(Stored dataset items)
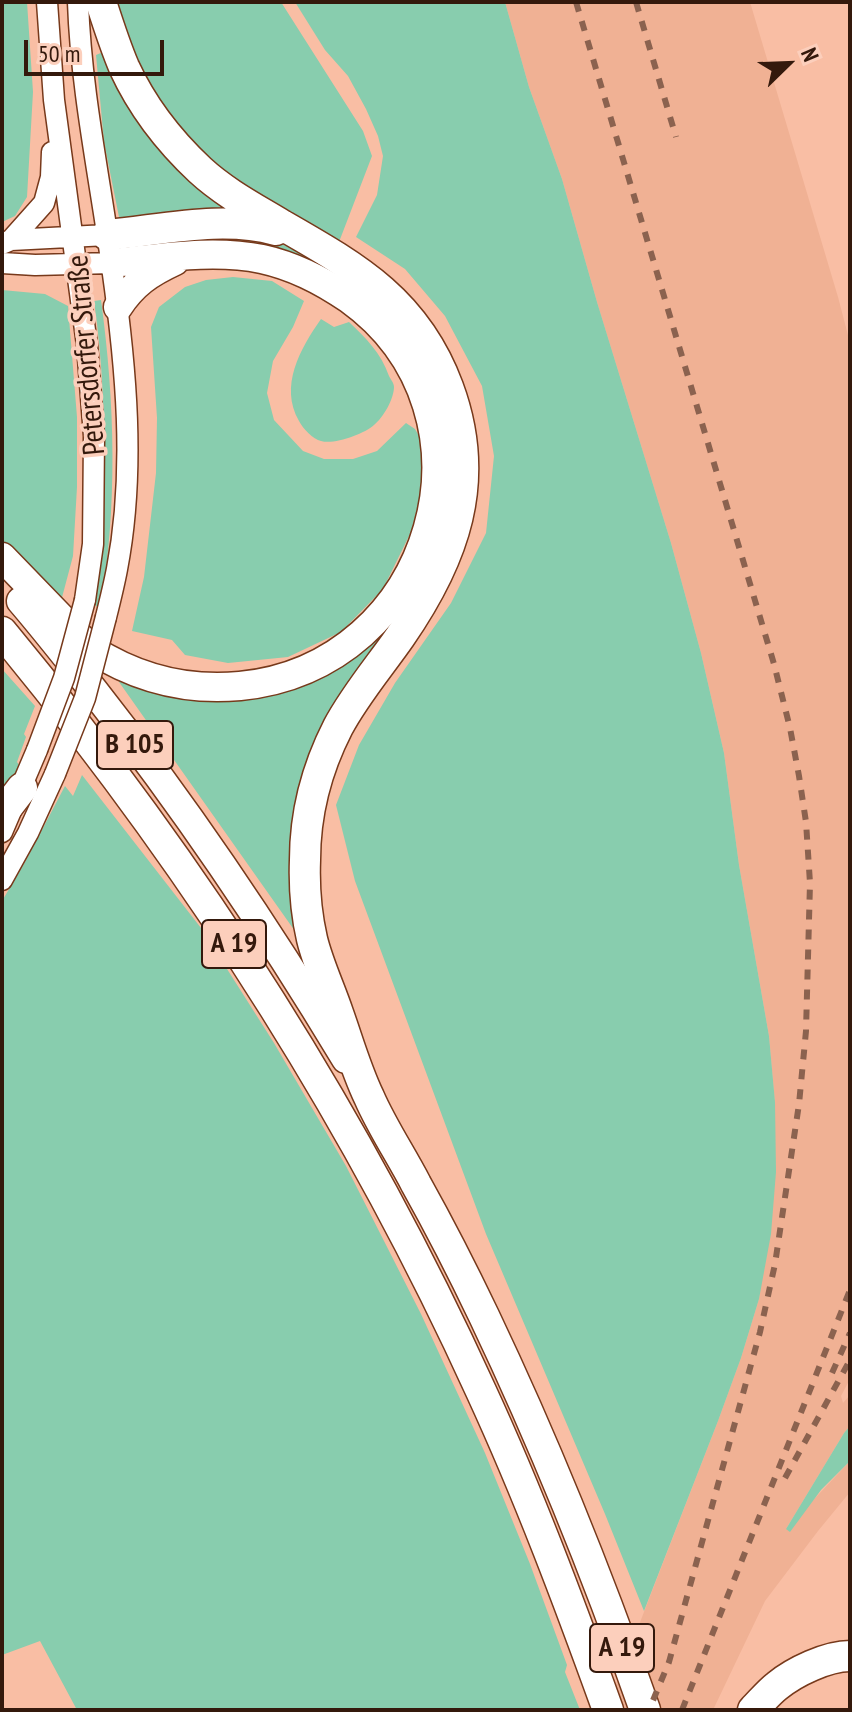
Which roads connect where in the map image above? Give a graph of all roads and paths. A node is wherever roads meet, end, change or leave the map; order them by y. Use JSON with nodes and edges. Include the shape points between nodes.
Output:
{"nodes":[{"id":1,"x":47,"y":2,"type":"edge"},
{"id":2,"x":78,"y":2,"type":"edge"},
{"id":3,"x":101,"y":2,"type":"edge"},
{"id":4,"x":54,"y":100,"type":"junction"},
{"id":5,"x":73,"y":237,"type":"junction"},
{"id":6,"x":6,"y":242,"type":"edge"},
{"id":7,"x":319,"y":246,"type":"junction"},
{"id":8,"x":110,"y":249,"type":"junction"},
{"id":9,"x":186,"y":256,"type":"junction"},
{"id":10,"x":2,"y":263,"type":"edge"},
{"id":11,"x":77,"y":265,"type":"junction"},
{"id":12,"x":118,"y":307,"type":"junction"},
{"id":13,"x":2,"y":557,"type":"edge"},
{"id":14,"x":2,"y":579,"type":"edge"},
{"id":15,"x":2,"y":632,"type":"edge"},
{"id":16,"x":2,"y":654,"type":"edge"},
{"id":17,"x":67,"y":711,"type":"junction"},
{"id":18,"x":22,"y":788,"type":"junction"},
{"id":19,"x":2,"y":814,"type":"edge"},
{"id":20,"x":2,"y":832,"type":"edge"},
{"id":21,"x":2,"y":880,"type":"edge"},
{"id":22,"x":369,"y":1097,"type":"junction"},
{"id":23,"x":850,"y":1656,"type":"edge"},
{"id":24,"x":608,"y":1710,"type":"edge"},
{"id":25,"x":645,"y":1710,"type":"edge"},
{"id":26,"x":753,"y":1710,"type":"edge"}],
"edges":[{"from":1,"to":4,"type":"street"},
{"from":2,"to":8,"type":"street","name":"Petersdorfer Straße"},
{"from":3,"to":7,"type":"highway","via":[[125,68],[169,138],[234,197]]},
{"from":4,"to":5,"type":"street","name":"Petersdorfer Straße"},
{"from":4,"to":6,"type":"street","via":[[51,177],[44,203]]},
{"from":5,"to":6,"type":"street"},
{"from":5,"to":8,"type":"street"},
{"from":5,"to":11,"type":"street","name":"Petersdorfer Straße"},
{"from":7,"to":8,"type":"highway","via":[[260,225],[223,223]]},
{"from":7,"to":22,"type":"highway","via":[[378,285],[409,316],[448,387],[463,456],[454,538],[422,604],[337,729],[309,810],[305,856],[312,941]]},
{"from":8,"to":9,"type":"highway"},
{"from":8,"to":11,"type":"street"},
{"from":8,"to":12,"type":"street","name":"Petersdorfer Straße"},
{"from":9,"to":12,"type":"highway","via":[[139,281]]},
{"from":9,"to":13,"type":"highway","via":[[228,254],[295,269],[367,312],[395,342],[424,399],[436,465],[428,532],[397,596],[376,622],[325,660],[258,684],[198,687],[149,677],[91,649]]},
{"from":10,"to":11,"type":"street"},
{"from":11,"to":18,"type":"street","name":"Petersdorfer Straße","bridge":true,"via":[[94,436],[93,544],[85,600],[64,678]]},
{"from":12,"to":21,"type":"street","name":"Petersdorfer Straße","bridge":true,"via":[[128,442],[117,569],[85,698],[55,774]]},
{"from":14,"to":22,"type":"highway","number":"B 105","via":[[208,845]]},
{"from":15,"to":17,"type":"highway","number":"A 19"},
{"from":16,"to":17,"type":"highway","number":"A 19"},
{"from":17,"to":24,"type":"highway","number":"A 19","via":[[221,924],[317,1075],[382,1191],[481,1390]]},
{"from":18,"to":19,"type":"highway"},
{"from":18,"to":20,"type":"street","name":"Petersdorfer Straße"},
{"from":22,"to":25,"type":"highway","number":"A 19","via":[[518,1389]]},
{"from":23,"to":26,"type":"highway","via":[[810,1666],[777,1686]]}]}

- **Task prompt**: Output each record above exactly as it stands, excluding all pictures.

- **Finished task**:
Which roads connect where in the map image above? Give a graph of all roads and paths. A node is wherever roads meet, end, change or leave the map; order them by y. Use JSON with nodes and edges. Include the shape points between nodes.
Output:
{"nodes":[{"id":1,"x":47,"y":2,"type":"edge"},
{"id":2,"x":78,"y":2,"type":"edge"},
{"id":3,"x":101,"y":2,"type":"edge"},
{"id":4,"x":54,"y":100,"type":"junction"},
{"id":5,"x":73,"y":237,"type":"junction"},
{"id":6,"x":6,"y":242,"type":"edge"},
{"id":7,"x":319,"y":246,"type":"junction"},
{"id":8,"x":110,"y":249,"type":"junction"},
{"id":9,"x":186,"y":256,"type":"junction"},
{"id":10,"x":2,"y":263,"type":"edge"},
{"id":11,"x":77,"y":265,"type":"junction"},
{"id":12,"x":118,"y":307,"type":"junction"},
{"id":13,"x":2,"y":557,"type":"edge"},
{"id":14,"x":2,"y":579,"type":"edge"},
{"id":15,"x":2,"y":632,"type":"edge"},
{"id":16,"x":2,"y":654,"type":"edge"},
{"id":17,"x":67,"y":711,"type":"junction"},
{"id":18,"x":22,"y":788,"type":"junction"},
{"id":19,"x":2,"y":814,"type":"edge"},
{"id":20,"x":2,"y":832,"type":"edge"},
{"id":21,"x":2,"y":880,"type":"edge"},
{"id":22,"x":369,"y":1097,"type":"junction"},
{"id":23,"x":850,"y":1656,"type":"edge"},
{"id":24,"x":608,"y":1710,"type":"edge"},
{"id":25,"x":645,"y":1710,"type":"edge"},
{"id":26,"x":753,"y":1710,"type":"edge"}],
"edges":[{"from":1,"to":4,"type":"street"},
{"from":2,"to":8,"type":"street","name":"Petersdorfer Straße"},
{"from":3,"to":7,"type":"highway","via":[[125,68],[169,138],[234,197]]},
{"from":4,"to":5,"type":"street","name":"Petersdorfer Straße"},
{"from":4,"to":6,"type":"street","via":[[51,177],[44,203]]},
{"from":5,"to":6,"type":"street"},
{"from":5,"to":8,"type":"street"},
{"from":5,"to":11,"type":"street","name":"Petersdorfer Straße"},
{"from":7,"to":8,"type":"highway","via":[[260,225],[223,223]]},
{"from":7,"to":22,"type":"highway","via":[[378,285],[409,316],[448,387],[463,456],[454,538],[422,604],[337,729],[309,810],[305,856],[312,941]]},
{"from":8,"to":9,"type":"highway"},
{"from":8,"to":11,"type":"street"},
{"from":8,"to":12,"type":"street","name":"Petersdorfer Straße"},
{"from":9,"to":12,"type":"highway","via":[[139,281]]},
{"from":9,"to":13,"type":"highway","via":[[228,254],[295,269],[367,312],[395,342],[424,399],[436,465],[428,532],[397,596],[376,622],[325,660],[258,684],[198,687],[149,677],[91,649]]},
{"from":10,"to":11,"type":"street"},
{"from":11,"to":18,"type":"street","name":"Petersdorfer Straße","bridge":true,"via":[[94,436],[93,544],[85,600],[64,678]]},
{"from":12,"to":21,"type":"street","name":"Petersdorfer Straße","bridge":true,"via":[[128,442],[117,569],[85,698],[55,774]]},
{"from":14,"to":22,"type":"highway","number":"B 105","via":[[208,845]]},
{"from":15,"to":17,"type":"highway","number":"A 19"},
{"from":16,"to":17,"type":"highway","number":"A 19"},
{"from":17,"to":24,"type":"highway","number":"A 19","via":[[221,924],[317,1075],[382,1191],[481,1390]]},
{"from":18,"to":19,"type":"highway"},
{"from":18,"to":20,"type":"street","name":"Petersdorfer Straße"},
{"from":22,"to":25,"type":"highway","number":"A 19","via":[[518,1389]]},
{"from":23,"to":26,"type":"highway","via":[[810,1666],[777,1686]]}]}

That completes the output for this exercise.